Murder, She Wrote opens with a scene from a bad murder mystery play. After a few moments the scene ends, the lights go up and the director calls a reset. Then there is a small burst of applause. The camera spins around and we see three older women.

The trio is identified as the refreshment committee from the PTA. One is Jessica Fletcher. The director thanks them and ushers them outside where Jessica reveals who the killer in the play is. The director is appalled.

Her long explanation reveals everything about herself. She is sharp-witted, observant. Later in the episode a reporter gives away the ending of her book, Jessica is horrified. To her, the two  reveals are very different. She can reveal because she figured it out. The reporter read the answer. It is hypocritical but key to the character. Jessica is the one who explains things.

I titled this post 'Grandma Fletcher' because this sort of busy-body, my-way-or-the-highway sentiment reminds me of my Grandmothers. Always firm, but always with a smile. The rightness could never be questioned. Hypocritical on things, but in a way that was almost passable. I see a generation in the character.

We see Jessica riding a bike, waving to every single person in every single shot. Cabot Cove is shown to be friendly, small, idyllic.

She catches fish. She paints her house. The smallness and not city-ness of the place is clearly defined. It is fishermen and high school students who come up to their 60 year-old teacher to talk shop before class.

The opening ends with her jogging up to her house as the phone rings...

Jessica Fletcher runs prettier than you do.
Her nephew, Grady, calls. He gave her manuscript to a publisher. She claims she is a teacher not a writer but the camera zips ahead a few months - best seller! Jessica is heading to New York, by train, to meet her new publisher.

The use of the train seems to put the role even more in the past. Angela Lansbury was 59 when the first episode aired. Younger than my mother is right now. The strange aging of the character into a vague late in life space would be continued throughout the run of the show. It is never clear how old Jessica is meant to be. She is permanently 70ish. Maybe.

When Jessica briefly meets the publisher she says he looks pale. That he needs to eat more apples. Then there is a weird montage of interviews where she is berated by snobs. Her quip, "You know, back in Cabot Cove the only thing we have with claws is lobster, and we eat them" is the stuff of every homespun saying ever uttered. In the first few seasons she uses many variations of 'back in Cabot Cove'. It eventually gets dropped as the character gains success and the show moves into a long-running formula.

For the rest of the episode she is at the right place at the right time: she trips a thief with a giant magic wand; she tries to keep a drunk woman from driving;  she makes a concoction of eggs, sugar, milk and a ton of other stuff to get wine out of a satin dress when club soda would do.

Shocking.
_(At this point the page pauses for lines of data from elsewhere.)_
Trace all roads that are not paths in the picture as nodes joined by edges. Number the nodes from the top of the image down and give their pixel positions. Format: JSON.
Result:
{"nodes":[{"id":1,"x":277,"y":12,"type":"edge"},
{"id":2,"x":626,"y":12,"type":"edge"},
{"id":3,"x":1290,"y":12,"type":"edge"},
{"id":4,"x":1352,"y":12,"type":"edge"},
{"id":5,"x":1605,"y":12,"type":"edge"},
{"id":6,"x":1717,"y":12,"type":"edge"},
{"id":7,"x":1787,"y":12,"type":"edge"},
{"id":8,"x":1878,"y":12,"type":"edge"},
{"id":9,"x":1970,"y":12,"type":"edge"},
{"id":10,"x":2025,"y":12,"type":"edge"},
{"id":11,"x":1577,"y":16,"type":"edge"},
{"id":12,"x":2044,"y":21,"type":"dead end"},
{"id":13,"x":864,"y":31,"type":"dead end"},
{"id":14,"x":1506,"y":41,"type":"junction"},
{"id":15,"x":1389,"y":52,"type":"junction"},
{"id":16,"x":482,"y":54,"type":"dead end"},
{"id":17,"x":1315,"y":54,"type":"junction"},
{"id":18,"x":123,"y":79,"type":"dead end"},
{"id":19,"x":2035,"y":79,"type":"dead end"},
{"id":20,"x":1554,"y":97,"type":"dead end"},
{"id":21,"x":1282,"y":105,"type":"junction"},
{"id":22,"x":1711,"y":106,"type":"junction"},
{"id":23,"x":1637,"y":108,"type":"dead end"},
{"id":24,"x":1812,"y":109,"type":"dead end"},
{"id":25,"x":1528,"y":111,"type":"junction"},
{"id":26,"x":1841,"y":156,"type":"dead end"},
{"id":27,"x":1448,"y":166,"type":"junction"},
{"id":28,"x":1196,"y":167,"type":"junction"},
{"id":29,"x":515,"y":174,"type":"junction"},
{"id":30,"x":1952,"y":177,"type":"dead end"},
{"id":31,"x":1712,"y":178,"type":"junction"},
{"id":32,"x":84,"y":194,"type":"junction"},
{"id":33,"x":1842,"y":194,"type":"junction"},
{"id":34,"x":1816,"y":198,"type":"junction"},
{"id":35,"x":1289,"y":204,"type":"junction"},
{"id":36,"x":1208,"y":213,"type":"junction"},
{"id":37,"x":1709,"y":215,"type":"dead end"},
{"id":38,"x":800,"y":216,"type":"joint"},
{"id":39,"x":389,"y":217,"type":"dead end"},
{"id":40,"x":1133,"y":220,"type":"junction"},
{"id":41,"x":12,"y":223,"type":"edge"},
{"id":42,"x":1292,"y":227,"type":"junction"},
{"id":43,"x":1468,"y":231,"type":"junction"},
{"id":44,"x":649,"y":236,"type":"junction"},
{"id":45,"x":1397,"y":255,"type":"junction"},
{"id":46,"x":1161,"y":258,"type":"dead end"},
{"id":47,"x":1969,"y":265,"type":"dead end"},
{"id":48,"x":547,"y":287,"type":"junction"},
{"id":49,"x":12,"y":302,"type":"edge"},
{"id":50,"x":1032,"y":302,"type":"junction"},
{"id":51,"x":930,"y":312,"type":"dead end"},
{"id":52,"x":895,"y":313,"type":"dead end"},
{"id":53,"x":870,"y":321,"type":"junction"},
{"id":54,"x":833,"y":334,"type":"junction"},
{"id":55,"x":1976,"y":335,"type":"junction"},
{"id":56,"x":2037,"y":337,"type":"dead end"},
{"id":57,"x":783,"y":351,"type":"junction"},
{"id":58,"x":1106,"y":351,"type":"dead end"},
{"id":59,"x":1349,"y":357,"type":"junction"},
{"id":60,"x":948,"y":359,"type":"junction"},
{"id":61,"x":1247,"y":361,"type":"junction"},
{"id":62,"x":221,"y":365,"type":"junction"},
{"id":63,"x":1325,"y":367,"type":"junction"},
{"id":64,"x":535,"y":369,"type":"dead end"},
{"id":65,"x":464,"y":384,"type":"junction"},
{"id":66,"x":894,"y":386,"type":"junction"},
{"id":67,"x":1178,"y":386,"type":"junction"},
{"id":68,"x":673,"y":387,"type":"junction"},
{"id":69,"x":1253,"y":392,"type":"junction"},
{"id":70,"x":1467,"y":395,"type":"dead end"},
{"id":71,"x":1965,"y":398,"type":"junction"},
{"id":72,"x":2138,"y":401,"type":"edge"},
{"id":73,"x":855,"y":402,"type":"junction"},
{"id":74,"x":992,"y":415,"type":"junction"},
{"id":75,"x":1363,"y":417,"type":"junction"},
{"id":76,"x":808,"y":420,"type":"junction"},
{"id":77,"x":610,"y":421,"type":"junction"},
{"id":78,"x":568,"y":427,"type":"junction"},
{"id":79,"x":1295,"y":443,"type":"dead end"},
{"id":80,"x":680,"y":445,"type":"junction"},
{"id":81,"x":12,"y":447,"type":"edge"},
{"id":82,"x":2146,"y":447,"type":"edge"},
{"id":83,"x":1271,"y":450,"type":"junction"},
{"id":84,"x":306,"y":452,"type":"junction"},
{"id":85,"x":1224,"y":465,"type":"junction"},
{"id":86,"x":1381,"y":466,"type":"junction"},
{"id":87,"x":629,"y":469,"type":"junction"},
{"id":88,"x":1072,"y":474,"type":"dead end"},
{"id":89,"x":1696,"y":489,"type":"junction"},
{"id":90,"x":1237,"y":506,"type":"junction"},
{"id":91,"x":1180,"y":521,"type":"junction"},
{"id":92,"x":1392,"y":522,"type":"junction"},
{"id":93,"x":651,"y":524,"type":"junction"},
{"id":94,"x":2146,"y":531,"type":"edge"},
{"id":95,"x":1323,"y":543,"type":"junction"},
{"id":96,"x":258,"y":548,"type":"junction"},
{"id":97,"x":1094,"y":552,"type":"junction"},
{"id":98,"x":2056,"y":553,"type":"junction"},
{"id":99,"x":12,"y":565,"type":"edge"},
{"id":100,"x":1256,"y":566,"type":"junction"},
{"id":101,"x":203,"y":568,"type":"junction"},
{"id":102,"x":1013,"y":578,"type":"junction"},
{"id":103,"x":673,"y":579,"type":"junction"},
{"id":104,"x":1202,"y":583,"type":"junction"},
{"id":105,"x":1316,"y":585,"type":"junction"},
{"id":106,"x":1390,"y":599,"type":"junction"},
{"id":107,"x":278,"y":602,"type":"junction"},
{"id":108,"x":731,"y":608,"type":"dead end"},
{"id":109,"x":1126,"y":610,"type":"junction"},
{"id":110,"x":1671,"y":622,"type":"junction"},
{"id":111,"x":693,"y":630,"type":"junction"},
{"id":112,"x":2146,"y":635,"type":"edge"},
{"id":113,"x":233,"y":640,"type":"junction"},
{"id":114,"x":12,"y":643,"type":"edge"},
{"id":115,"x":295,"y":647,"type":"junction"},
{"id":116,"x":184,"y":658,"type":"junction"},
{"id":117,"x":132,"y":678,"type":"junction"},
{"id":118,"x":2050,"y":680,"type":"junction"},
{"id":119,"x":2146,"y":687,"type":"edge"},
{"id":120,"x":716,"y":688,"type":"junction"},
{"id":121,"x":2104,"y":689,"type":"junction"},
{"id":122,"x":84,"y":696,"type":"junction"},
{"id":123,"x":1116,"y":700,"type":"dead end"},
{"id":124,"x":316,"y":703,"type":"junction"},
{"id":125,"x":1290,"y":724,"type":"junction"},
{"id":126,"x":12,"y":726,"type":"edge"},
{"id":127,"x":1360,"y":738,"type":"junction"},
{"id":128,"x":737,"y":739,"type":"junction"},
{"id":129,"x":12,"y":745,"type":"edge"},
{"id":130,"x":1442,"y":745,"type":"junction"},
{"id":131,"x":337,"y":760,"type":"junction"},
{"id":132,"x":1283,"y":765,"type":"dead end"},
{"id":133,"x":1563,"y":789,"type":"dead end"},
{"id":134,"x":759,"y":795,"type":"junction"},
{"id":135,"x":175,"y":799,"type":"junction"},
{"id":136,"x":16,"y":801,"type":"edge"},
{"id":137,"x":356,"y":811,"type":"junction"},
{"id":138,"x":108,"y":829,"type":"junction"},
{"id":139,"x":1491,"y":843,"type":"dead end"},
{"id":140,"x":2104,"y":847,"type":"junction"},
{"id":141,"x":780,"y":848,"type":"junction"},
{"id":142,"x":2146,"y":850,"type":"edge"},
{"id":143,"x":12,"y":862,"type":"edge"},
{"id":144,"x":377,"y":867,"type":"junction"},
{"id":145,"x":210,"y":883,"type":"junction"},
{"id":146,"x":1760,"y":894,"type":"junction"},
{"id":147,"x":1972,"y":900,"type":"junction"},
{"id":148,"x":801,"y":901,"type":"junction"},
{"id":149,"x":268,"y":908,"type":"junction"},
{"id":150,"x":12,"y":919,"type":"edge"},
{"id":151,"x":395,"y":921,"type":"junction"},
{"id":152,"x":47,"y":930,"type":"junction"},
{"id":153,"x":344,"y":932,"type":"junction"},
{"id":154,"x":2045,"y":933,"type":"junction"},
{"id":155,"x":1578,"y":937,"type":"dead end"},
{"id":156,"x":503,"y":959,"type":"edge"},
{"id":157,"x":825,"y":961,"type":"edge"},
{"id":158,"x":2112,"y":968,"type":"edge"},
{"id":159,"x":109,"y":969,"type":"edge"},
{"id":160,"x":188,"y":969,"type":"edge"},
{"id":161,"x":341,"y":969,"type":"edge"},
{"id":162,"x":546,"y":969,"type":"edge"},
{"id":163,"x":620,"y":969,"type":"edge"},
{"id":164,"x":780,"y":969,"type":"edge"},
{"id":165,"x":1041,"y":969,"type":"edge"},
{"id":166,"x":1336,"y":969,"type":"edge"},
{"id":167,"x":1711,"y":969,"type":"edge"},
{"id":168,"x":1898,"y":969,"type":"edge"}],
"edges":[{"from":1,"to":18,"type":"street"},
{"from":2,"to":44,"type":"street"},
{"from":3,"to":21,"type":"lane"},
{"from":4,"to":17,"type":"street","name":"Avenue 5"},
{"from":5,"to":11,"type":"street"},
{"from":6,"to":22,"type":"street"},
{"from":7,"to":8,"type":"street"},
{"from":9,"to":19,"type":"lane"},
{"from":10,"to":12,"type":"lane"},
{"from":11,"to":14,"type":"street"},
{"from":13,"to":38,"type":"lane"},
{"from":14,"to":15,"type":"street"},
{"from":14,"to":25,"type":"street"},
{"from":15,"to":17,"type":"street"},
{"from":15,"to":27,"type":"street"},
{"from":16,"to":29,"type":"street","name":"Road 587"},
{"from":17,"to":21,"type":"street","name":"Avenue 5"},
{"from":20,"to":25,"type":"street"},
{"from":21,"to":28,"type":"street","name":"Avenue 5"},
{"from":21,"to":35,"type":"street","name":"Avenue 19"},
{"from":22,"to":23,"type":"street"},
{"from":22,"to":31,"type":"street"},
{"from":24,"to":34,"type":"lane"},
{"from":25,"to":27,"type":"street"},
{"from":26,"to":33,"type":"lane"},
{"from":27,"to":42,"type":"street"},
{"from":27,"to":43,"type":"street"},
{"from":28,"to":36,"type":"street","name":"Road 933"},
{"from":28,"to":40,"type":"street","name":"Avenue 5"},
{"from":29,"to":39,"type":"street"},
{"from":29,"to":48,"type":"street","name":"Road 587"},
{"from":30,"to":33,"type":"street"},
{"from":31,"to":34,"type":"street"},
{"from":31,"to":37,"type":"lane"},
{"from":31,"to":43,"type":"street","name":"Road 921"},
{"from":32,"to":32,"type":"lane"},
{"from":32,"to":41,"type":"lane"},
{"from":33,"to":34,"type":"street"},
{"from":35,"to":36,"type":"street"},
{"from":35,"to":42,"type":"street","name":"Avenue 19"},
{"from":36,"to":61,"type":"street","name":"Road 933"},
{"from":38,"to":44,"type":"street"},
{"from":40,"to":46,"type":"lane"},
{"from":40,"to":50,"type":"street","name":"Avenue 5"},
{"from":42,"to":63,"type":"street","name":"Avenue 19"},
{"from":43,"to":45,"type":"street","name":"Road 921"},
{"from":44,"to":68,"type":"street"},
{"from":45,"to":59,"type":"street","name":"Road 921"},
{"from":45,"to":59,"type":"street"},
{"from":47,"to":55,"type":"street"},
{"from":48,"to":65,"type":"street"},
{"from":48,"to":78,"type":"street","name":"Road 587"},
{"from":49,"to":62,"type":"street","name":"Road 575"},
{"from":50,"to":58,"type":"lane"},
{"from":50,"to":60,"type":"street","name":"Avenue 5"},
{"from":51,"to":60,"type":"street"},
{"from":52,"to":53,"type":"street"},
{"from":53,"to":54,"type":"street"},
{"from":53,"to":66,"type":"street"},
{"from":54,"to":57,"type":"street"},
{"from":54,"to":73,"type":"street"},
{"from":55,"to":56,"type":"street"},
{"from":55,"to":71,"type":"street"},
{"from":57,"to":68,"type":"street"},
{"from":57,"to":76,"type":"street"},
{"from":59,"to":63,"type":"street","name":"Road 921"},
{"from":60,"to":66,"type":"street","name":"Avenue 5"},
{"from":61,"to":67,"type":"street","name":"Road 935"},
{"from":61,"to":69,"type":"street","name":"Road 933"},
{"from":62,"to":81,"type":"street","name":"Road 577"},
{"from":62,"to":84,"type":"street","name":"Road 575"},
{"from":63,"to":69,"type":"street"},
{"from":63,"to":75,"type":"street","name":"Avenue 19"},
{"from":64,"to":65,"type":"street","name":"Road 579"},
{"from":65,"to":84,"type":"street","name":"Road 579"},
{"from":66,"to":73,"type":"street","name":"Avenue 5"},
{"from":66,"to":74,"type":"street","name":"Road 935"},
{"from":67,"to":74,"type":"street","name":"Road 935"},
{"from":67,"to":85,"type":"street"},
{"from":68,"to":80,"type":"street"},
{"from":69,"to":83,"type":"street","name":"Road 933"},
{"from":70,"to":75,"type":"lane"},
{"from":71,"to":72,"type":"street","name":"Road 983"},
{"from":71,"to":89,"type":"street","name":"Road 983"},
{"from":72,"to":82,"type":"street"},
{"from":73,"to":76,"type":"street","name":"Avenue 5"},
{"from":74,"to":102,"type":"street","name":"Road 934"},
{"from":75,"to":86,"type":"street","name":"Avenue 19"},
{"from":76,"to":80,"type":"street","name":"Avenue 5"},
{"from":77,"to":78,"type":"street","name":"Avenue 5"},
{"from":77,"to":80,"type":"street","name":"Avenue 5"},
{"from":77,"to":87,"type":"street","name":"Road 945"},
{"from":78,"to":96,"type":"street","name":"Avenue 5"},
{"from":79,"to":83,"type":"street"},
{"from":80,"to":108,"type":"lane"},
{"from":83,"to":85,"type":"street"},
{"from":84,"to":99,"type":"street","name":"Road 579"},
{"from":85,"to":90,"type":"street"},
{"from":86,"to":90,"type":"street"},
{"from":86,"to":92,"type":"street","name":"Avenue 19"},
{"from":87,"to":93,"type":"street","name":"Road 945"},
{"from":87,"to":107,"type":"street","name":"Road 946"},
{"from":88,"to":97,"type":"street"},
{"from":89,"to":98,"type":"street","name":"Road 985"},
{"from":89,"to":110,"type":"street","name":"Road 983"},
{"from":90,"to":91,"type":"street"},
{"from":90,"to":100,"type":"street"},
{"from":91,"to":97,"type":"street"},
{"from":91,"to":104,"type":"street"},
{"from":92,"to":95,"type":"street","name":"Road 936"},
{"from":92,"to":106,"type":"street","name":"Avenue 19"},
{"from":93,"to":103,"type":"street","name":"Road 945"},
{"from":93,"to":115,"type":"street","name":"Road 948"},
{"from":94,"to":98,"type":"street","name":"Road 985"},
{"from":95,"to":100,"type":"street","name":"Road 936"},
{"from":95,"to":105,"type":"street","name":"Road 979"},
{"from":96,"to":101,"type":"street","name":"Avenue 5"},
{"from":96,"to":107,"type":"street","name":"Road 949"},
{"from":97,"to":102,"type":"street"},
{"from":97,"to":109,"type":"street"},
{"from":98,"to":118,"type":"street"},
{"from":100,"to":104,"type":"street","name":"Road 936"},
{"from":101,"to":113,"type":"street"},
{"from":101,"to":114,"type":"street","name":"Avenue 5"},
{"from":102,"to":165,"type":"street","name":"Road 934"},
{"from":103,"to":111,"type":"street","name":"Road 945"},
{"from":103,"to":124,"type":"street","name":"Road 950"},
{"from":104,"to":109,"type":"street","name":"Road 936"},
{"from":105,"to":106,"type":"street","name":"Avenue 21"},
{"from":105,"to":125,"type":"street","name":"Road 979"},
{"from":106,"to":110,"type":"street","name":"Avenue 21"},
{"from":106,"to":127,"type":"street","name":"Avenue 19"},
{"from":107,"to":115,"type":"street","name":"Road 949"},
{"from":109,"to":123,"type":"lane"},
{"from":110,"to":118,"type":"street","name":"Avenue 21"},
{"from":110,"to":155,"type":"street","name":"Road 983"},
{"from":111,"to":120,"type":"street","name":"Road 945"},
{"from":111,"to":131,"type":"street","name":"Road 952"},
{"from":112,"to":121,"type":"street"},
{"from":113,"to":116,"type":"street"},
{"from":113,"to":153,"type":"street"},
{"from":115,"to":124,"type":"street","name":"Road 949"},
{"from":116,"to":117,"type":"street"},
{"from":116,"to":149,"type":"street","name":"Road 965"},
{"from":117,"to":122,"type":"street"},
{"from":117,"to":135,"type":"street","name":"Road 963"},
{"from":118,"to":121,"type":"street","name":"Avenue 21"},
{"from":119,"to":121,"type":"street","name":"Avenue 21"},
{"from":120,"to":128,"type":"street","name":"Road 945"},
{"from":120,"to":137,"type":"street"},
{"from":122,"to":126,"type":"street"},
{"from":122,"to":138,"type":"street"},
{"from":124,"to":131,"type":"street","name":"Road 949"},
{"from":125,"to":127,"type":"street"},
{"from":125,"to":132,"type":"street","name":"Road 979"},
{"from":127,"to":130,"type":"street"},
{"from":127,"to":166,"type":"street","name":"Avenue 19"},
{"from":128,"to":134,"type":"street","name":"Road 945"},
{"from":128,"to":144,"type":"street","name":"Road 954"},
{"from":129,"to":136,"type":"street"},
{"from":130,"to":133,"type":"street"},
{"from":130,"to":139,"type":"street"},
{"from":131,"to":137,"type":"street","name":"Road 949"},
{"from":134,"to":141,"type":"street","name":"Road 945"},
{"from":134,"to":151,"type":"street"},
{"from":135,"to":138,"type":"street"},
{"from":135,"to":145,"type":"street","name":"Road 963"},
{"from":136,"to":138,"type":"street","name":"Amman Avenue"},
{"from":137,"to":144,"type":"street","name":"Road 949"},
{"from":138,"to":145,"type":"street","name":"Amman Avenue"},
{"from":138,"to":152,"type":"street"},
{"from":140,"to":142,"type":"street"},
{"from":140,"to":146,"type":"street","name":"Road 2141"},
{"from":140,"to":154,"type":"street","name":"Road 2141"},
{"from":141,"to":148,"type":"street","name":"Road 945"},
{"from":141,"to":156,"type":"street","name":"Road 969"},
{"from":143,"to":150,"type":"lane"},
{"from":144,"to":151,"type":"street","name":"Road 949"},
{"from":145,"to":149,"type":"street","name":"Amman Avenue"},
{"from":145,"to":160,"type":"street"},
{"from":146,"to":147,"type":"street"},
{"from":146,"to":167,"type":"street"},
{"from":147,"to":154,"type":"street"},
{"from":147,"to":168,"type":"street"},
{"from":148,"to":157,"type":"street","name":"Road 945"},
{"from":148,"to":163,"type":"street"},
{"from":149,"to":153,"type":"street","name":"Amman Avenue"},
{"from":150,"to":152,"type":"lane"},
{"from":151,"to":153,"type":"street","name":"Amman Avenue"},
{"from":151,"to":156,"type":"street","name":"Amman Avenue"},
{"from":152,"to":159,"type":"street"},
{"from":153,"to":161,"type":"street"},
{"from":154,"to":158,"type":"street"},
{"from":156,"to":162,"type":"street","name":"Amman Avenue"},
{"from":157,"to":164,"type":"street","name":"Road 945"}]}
That velour jumpsuit...
She is the first on the scene when a body is found floating in the pool. While the cops are questioning and searching Jessica is looking in the garden for clues. She is the classic busy-body. If this were a sitcom she would be the Ropers.

She becomes a voice of authority in every room she enters. The police ask her opinion without any prompting. She is smarter than everyone to a degree that is almost laughable. That the episode revolves around a Sherlock Holmes costume is appropriate. There are not two better busy-bodies who magically know the secrets of murder than Holmes and J. B. Fletcher.

I don't want to paint all Grandmothers in a negative light. And I know she is not technically a Grandmother. I look at her fondly because she is based on a generation of women who grew up during WWI and WWII. When seeing the minutia was a part of life. A part of understanding the world around you. You saw something, you said something. You looked out for yourself and each other. Because there were bad guys out there and they wanted to ruin it for the rest of us.

And we live in a time like that now. We are prepping a new generation of J.B. Fletchers as we speak. The heightened alertness of the war on terror. The constant fear of another war. The gun debate. The immigrant debate. The neo-culture war. I wait for all of us to reach our vague-70s so we can start solving crime.